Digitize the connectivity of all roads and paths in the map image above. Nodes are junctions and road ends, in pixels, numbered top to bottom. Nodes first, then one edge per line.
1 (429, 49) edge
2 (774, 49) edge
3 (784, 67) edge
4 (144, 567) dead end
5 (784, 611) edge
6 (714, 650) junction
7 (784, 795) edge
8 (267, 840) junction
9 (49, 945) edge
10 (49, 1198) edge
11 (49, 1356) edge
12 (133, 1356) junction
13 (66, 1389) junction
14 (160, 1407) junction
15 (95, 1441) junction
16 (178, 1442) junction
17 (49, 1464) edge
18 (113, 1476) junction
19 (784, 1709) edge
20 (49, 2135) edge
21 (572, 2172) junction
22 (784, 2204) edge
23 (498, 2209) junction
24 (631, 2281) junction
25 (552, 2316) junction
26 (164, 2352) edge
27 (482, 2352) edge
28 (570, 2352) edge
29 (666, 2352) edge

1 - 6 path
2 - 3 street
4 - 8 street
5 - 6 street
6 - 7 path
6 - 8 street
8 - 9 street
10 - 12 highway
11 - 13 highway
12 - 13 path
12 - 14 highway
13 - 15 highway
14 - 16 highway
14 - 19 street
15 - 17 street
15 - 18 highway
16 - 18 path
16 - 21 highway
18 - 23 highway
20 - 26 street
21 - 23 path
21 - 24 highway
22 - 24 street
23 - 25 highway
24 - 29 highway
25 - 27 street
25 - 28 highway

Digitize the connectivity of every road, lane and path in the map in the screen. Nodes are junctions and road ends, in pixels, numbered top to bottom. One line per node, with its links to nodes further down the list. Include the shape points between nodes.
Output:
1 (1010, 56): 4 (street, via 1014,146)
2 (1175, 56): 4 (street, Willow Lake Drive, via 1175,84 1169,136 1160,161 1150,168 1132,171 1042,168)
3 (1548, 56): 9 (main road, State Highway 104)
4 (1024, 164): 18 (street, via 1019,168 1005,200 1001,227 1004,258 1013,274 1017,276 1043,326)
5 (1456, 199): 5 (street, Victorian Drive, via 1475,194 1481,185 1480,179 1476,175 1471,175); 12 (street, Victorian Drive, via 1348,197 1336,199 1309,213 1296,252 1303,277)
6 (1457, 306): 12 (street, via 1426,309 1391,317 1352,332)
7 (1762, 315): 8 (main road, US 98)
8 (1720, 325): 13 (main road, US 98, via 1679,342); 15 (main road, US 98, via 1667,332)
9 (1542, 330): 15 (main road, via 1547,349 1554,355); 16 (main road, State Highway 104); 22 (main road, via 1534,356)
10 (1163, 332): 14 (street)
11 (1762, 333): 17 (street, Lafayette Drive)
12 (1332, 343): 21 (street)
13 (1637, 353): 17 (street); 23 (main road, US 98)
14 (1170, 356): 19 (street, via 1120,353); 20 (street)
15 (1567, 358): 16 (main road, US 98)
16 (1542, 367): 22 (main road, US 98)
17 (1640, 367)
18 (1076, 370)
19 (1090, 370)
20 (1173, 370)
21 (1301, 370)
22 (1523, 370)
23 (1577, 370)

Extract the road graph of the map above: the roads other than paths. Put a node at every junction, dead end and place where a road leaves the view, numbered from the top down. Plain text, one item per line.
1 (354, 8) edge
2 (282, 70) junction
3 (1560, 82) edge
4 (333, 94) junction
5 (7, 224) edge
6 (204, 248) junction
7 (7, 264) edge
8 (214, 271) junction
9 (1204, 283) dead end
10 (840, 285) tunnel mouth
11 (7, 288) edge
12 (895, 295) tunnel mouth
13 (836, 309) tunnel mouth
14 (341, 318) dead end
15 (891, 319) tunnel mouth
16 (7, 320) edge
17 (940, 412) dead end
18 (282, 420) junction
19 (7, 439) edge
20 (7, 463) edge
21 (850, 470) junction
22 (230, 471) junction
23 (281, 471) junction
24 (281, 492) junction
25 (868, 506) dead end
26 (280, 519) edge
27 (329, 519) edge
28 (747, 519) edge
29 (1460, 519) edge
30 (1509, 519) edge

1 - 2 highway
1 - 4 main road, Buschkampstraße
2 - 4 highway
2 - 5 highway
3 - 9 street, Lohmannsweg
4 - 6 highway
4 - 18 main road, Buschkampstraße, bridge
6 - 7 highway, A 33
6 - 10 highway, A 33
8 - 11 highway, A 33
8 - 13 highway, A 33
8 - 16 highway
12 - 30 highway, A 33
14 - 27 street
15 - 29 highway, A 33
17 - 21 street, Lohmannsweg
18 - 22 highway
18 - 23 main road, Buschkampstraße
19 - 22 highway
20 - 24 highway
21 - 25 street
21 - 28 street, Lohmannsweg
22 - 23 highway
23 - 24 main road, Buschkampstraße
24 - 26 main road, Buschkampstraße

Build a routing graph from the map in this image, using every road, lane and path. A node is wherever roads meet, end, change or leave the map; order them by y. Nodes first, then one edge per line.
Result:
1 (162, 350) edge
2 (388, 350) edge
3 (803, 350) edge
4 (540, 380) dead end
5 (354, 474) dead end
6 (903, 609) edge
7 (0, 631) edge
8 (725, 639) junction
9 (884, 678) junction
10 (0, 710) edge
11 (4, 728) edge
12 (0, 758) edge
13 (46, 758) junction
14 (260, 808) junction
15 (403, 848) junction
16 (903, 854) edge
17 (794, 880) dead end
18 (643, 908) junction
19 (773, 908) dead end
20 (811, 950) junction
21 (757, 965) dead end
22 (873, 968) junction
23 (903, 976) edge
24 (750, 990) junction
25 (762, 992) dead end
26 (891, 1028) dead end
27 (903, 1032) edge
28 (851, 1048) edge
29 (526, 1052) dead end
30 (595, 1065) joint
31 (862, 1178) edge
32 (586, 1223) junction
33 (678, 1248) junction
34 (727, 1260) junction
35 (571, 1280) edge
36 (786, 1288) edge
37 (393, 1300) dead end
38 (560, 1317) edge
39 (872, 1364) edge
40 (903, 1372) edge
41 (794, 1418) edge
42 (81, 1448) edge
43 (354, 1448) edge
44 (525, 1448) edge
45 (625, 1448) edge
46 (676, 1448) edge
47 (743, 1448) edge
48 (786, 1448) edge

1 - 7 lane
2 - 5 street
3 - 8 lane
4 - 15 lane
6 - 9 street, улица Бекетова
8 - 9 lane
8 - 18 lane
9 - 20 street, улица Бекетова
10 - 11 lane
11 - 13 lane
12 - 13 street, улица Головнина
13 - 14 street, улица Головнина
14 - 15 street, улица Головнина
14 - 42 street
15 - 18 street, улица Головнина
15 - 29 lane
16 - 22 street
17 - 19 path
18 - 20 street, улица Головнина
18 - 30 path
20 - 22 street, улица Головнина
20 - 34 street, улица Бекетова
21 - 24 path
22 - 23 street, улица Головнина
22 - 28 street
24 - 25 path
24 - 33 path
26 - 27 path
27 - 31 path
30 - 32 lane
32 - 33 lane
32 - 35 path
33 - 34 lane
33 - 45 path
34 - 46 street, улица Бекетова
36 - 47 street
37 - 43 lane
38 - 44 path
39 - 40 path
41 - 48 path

————

The answer should be all lines from the entries above that hold the word "State".

§ Result of the task:
3 (1548, 56): 9 (main road, State Highway 104)
9 (1542, 330): 15 (main road, via 1547,349 1554,355); 16 (main road, State Highway 104); 22 (main road, via 1534,356)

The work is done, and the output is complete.